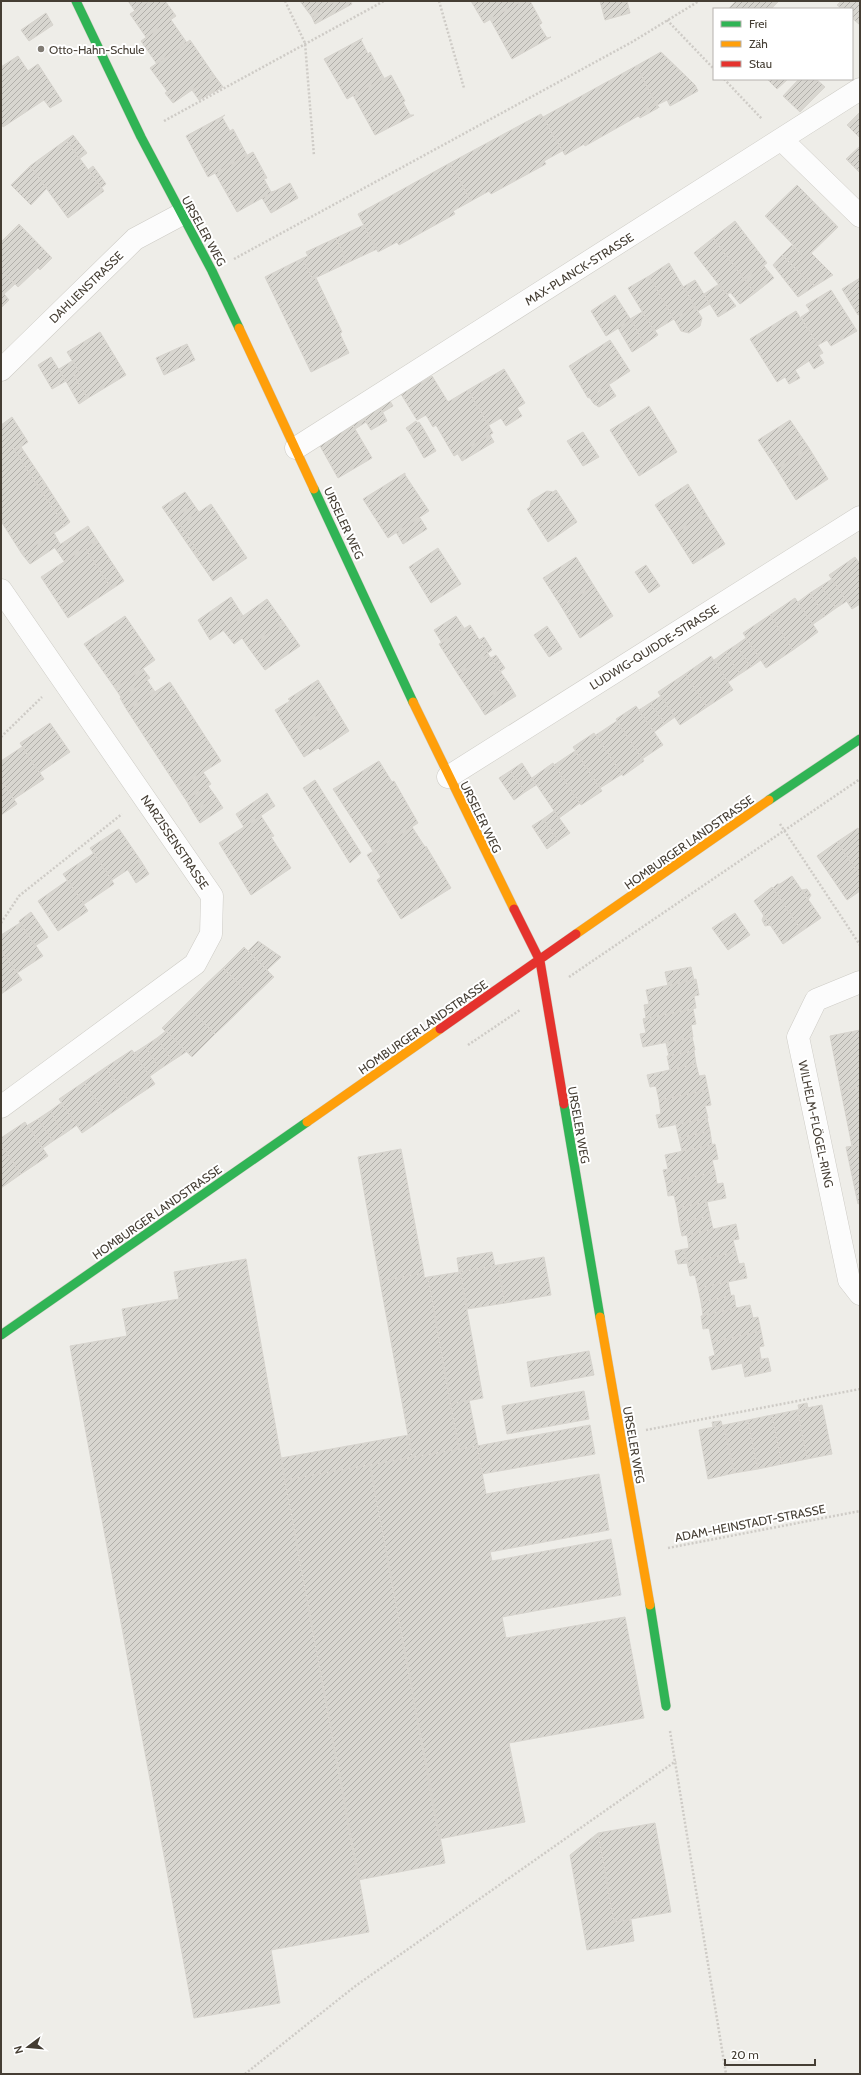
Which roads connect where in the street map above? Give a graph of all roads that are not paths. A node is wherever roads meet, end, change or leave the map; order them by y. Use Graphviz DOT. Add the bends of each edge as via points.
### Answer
graph roads {
  1 [pos="76,1"];
  2 [pos="860,89"];
  3 [pos="782,140"];
  4 [pos="180,214"];
  5 [pos="860,216"];
  6 [pos="1,370"];
  7 [pos="296,448"];
  8 [pos="860,517"];
  9 [pos="1,590"];
  10 [pos="860,739"];
  11 [pos="448,777"];
  12 [pos="540,961"];
  13 [pos="860,982"];
  14 [pos="1,1107"];
  15 [pos="860,1294"];
  16 [pos="1,1335"];
  17 [pos="666,1706"];
  1 -- 4 [label="street, URSELER WEG" via="139,135"];
  2 -- 3 [label="street, MAX-PLANCK-STRASSE"];
  3 -- 5 [label="street"];
  3 -- 7 [label="street, MAX-PLANCK-STRASSE"];
  4 -- 6 [label="street, DAHLIENSTRASSE" via="135,239"];
  4 -- 7 [label="street, URSELER WEG" via="212,271"];
  7 -- 11 [label="street, URSELER WEG"];
  8 -- 11 [label="street, LUDWIG-QUIDDE-STRASSE"];
  9 -- 14 [label="street, NARZISSENSTRASSE" via="212,896 211,934 194,964"];
  10 -- 12 [label="street, HOMBURGER LANDSTRASSE"];
  11 -- 12 [label="street, URSELER WEG"];
  12 -- 16 [label="street, HOMBURGER LANDSTRASSE"];
  12 -- 17 [label="street, URSELER WEG"];
  13 -- 15 [label="street, WILHELM-FLÖGEL-RING" via="816,1000 798,1037 849,1280"];
}
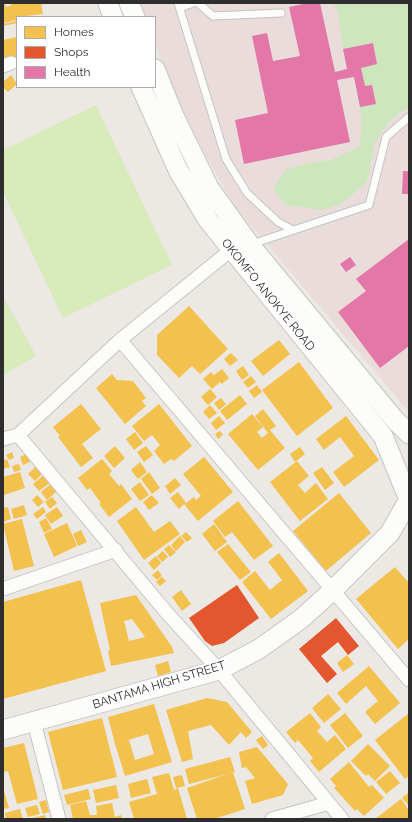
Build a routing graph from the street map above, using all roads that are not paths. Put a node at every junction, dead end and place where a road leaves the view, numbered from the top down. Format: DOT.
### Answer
graph roads {
  1 [pos="108,3"];
  2 [pos="129,3"];
  3 [pos="193,3"];
  4 [pos="198,3"];
  5 [pos="179,6"];
  6 [pos="281,13"];
  7 [pos="113,16"];
  8 [pos="135,16"];
  9 [pos="156,71"];
  10 [pos="142,88"];
  11 [pos="409,117"];
  12 [pos="294,230"];
  13 [pos="250,245"];
  14 [pos="231,250"];
  15 [pos="120,340"];
  16 [pos="409,434"];
  17 [pos="18,435"];
  18 [pos="3,439"];
  19 [pos="408,495"];
  20 [pos="409,530"];
  21 [pos="390,533"];
  22 [pos="116,550"];
  23 [pos="3,589"];
  24 [pos="333,590"];
  25 [pos="219,670"];
  26 [pos="409,680"];
  27 [pos="34,722"];
  28 [pos="3,730"];
  29 [pos="329,803"];
  30 [pos="59,819"];
  31 [pos="272,819"];
  32 [pos="342,819"];
  1 -- 7 [label="main road"];
  2 -- 8 [label="main road"];
  3 -- 5 [label="lane"];
  4 -- 6 [label="lane"];
  5 -- 12 [label="lane"];
  9 -- 13 [label="main road, OKOMFO ANOKYE ROAD"];
  10 -- 14 [label="main road, OKOMFO ANOKYE ROAD"];
  11 -- 12 [label="lane"];
  12 -- 13 [label="lane"];
  13 -- 16 [label="main road, OKOMFO ANOKYE ROAD"];
  14 -- 15 [label="street"];
  14 -- 19 [label="main road, OKOMFO ANOKYE ROAD"];
  15 -- 17 [label="street"];
  15 -- 24 [label="street"];
  17 -- 18 [label="street"];
  17 -- 22 [label="street"];
  19 -- 21 [label="main road, BANTAMA HIGH STREET"];
  20 -- 21 [label="main road"];
  21 -- 24 [label="main road, BANTAMA HIGH STREET"];
  22 -- 23 [label="street"];
  22 -- 25 [label="street"];
  24 -- 25 [label="main road, BANTAMA HIGH STREET"];
  24 -- 26 [label="street"];
  25 -- 27 [label="main road, BANTAMA HIGH STREET"];
  25 -- 29 [label="street"];
  27 -- 28 [label="main road, BANTAMA HIGH STREET"];
  27 -- 30 [label="street"];
  29 -- 31 [label="street"];
  29 -- 32 [label="street"];
}
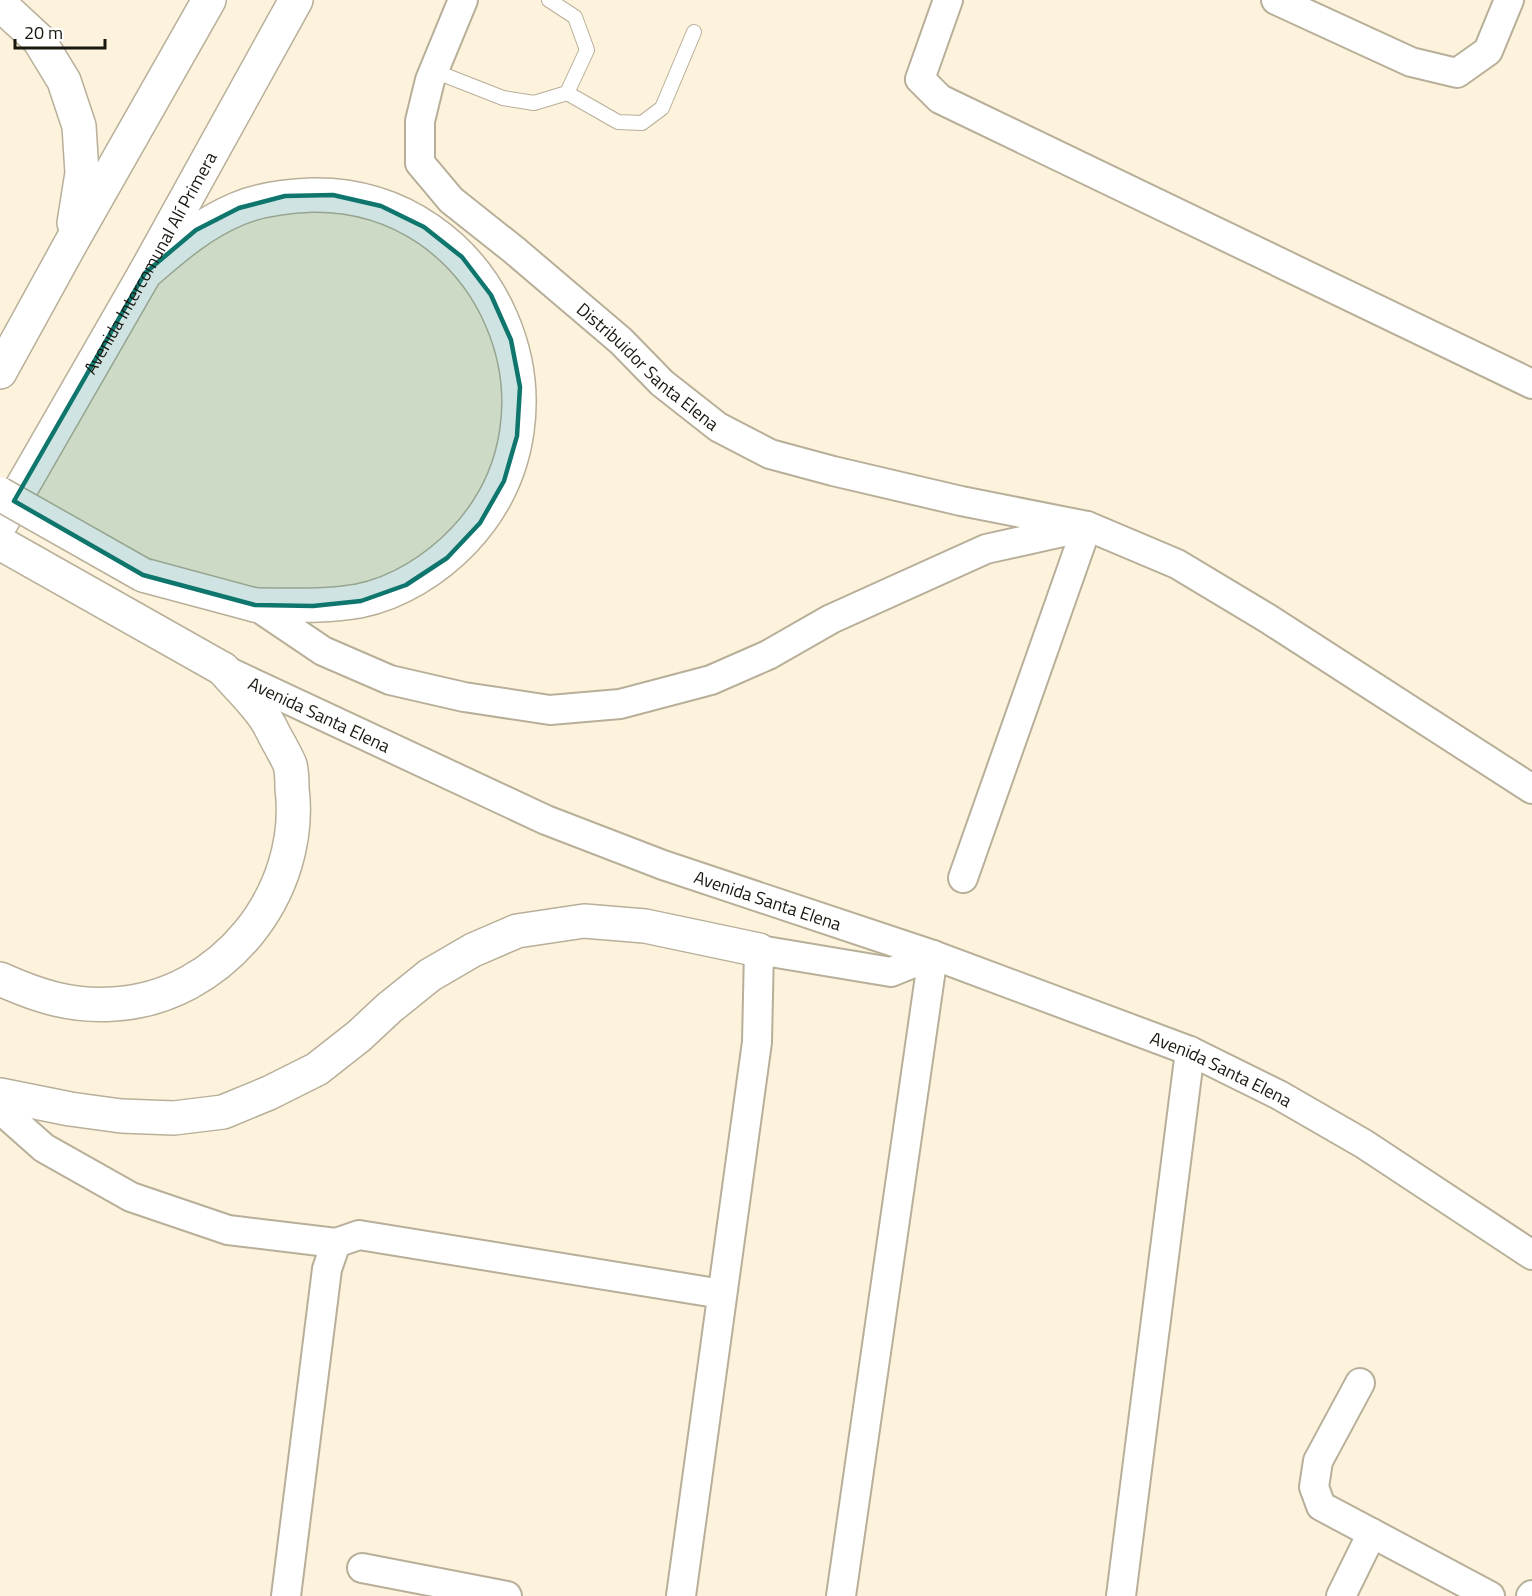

## THE TASK
The listing above must be printed again exactly, minus its pictures.

## ANSWER FOR THIS EXERCISE
Which roads connect where in the street map above? Give a graph of all roads that are not paths. A node is wherever roads meet, end, change or leave the map; order them by y. Use Graphviz DOT. Add the bends of each edge as via points.
### Answer
graph roads {
  1 [pos="76,1"];
  2 [pos="860,89"];
  3 [pos="782,140"];
  4 [pos="180,214"];
  5 [pos="860,216"];
  6 [pos="1,370"];
  7 [pos="296,448"];
  8 [pos="860,517"];
  9 [pos="1,590"];
  10 [pos="860,739"];
  11 [pos="448,777"];
  12 [pos="540,961"];
  13 [pos="860,982"];
  14 [pos="1,1107"];
  15 [pos="860,1294"];
  16 [pos="1,1335"];
  17 [pos="666,1706"];
  1 -- 4 [label="street, URSELER WEG" via="139,135"];
  2 -- 3 [label="street, MAX-PLANCK-STRASSE"];
  3 -- 5 [label="street"];
  3 -- 7 [label="street, MAX-PLANCK-STRASSE"];
  4 -- 6 [label="street, DAHLIENSTRASSE" via="135,239"];
  4 -- 7 [label="street, URSELER WEG" via="212,271"];
  7 -- 11 [label="street, URSELER WEG"];
  8 -- 11 [label="street, LUDWIG-QUIDDE-STRASSE"];
  9 -- 14 [label="street, NARZISSENSTRASSE" via="212,896 211,934 194,964"];
  10 -- 12 [label="street, HOMBURGER LANDSTRASSE"];
  11 -- 12 [label="street, URSELER WEG"];
  12 -- 16 [label="street, HOMBURGER LANDSTRASSE"];
  12 -- 17 [label="street, URSELER WEG"];
  13 -- 15 [label="street, WILHELM-FLÖGEL-RING" via="816,1000 798,1037 849,1280"];
}
Build a routing graph from the street map above, using all roads that are not paths. Put a node at every junction, dead end and place where a road leaves the view, numbered from the top down. Format: DOT.
### Answer
graph roads {
  1 [pos="108,3"];
  2 [pos="129,3"];
  3 [pos="193,3"];
  4 [pos="198,3"];
  5 [pos="179,6"];
  6 [pos="281,13"];
  7 [pos="113,16"];
  8 [pos="135,16"];
  9 [pos="156,71"];
  10 [pos="142,88"];
  11 [pos="409,117"];
  12 [pos="294,230"];
  13 [pos="250,245"];
  14 [pos="231,250"];
  15 [pos="120,340"];
  16 [pos="409,434"];
  17 [pos="18,435"];
  18 [pos="3,439"];
  19 [pos="408,495"];
  20 [pos="409,530"];
  21 [pos="390,533"];
  22 [pos="116,550"];
  23 [pos="3,589"];
  24 [pos="333,590"];
  25 [pos="219,670"];
  26 [pos="409,680"];
  27 [pos="34,722"];
  28 [pos="3,730"];
  29 [pos="329,803"];
  30 [pos="59,819"];
  31 [pos="272,819"];
  32 [pos="342,819"];
  1 -- 7 [label="main road"];
  2 -- 8 [label="main road"];
  3 -- 5 [label="lane"];
  4 -- 6 [label="lane"];
  5 -- 12 [label="lane"];
  9 -- 13 [label="main road, OKOMFO ANOKYE ROAD"];
  10 -- 14 [label="main road, OKOMFO ANOKYE ROAD"];
  11 -- 12 [label="lane"];
  12 -- 13 [label="lane"];
  13 -- 16 [label="main road, OKOMFO ANOKYE ROAD"];
  14 -- 15 [label="street"];
  14 -- 19 [label="main road, OKOMFO ANOKYE ROAD"];
  15 -- 17 [label="street"];
  15 -- 24 [label="street"];
  17 -- 18 [label="street"];
  17 -- 22 [label="street"];
  19 -- 21 [label="main road, BANTAMA HIGH STREET"];
  20 -- 21 [label="main road"];
  21 -- 24 [label="main road, BANTAMA HIGH STREET"];
  22 -- 23 [label="street"];
  22 -- 25 [label="street"];
  24 -- 25 [label="main road, BANTAMA HIGH STREET"];
  24 -- 26 [label="street"];
  25 -- 27 [label="main road, BANTAMA HIGH STREET"];
  25 -- 29 [label="street"];
  27 -- 28 [label="main road, BANTAMA HIGH STREET"];
  27 -- 30 [label="street"];
  29 -- 31 [label="street"];
  29 -- 32 [label="street"];
}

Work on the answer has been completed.